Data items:

>>>

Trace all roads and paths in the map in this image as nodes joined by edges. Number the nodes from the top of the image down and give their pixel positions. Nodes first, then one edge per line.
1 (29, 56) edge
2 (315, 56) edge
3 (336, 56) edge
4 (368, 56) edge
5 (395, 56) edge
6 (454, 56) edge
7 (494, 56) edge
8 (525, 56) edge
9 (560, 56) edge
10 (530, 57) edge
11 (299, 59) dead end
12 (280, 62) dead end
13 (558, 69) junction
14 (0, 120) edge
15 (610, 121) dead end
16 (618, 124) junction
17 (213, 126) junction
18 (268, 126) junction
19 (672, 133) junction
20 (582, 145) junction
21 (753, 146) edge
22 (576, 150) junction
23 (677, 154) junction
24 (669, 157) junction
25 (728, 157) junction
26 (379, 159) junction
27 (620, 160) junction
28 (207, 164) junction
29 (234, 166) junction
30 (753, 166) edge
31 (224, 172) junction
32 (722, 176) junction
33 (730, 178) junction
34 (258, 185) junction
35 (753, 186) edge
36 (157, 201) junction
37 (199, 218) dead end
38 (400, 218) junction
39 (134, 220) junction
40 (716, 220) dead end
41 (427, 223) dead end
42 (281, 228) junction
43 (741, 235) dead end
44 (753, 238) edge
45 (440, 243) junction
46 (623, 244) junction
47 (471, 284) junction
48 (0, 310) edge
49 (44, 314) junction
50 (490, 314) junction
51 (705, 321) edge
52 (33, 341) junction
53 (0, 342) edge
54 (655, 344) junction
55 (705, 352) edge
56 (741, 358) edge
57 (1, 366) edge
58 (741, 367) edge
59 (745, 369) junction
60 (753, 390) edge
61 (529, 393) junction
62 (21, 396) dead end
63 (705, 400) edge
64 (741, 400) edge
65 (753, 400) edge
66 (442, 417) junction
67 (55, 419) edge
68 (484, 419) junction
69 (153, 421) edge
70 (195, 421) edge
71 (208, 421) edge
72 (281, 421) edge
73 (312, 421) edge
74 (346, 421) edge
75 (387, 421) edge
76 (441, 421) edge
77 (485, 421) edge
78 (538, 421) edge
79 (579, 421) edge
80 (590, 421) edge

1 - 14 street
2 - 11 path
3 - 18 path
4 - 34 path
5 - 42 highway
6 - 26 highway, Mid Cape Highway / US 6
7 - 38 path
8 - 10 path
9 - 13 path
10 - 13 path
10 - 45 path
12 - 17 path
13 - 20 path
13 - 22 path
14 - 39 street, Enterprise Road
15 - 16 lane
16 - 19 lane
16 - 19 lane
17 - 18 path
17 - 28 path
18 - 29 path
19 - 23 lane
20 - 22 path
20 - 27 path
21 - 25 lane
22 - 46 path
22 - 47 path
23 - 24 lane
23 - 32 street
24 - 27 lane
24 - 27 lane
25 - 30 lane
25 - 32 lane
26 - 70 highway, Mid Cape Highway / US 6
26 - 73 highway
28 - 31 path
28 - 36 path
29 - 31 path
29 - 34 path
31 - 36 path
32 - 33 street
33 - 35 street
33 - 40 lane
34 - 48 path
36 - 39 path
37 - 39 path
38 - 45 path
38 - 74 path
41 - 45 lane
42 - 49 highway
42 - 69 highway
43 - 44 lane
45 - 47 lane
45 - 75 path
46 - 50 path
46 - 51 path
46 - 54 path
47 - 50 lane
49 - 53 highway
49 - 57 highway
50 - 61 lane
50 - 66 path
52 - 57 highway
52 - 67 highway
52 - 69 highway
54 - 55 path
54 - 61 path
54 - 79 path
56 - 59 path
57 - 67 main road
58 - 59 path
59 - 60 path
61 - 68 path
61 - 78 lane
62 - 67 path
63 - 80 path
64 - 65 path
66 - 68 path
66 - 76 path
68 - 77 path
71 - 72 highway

<<<

> **Task goal**
The word "highway" appears in some of the lines above. Copy those lines.

> **Solution for this exercise**
5 - 42 highway
6 - 26 highway, Mid Cape Highway / US 6
26 - 70 highway, Mid Cape Highway / US 6
26 - 73 highway
42 - 49 highway
42 - 69 highway
49 - 53 highway
49 - 57 highway
52 - 57 highway
52 - 67 highway
52 - 69 highway
71 - 72 highway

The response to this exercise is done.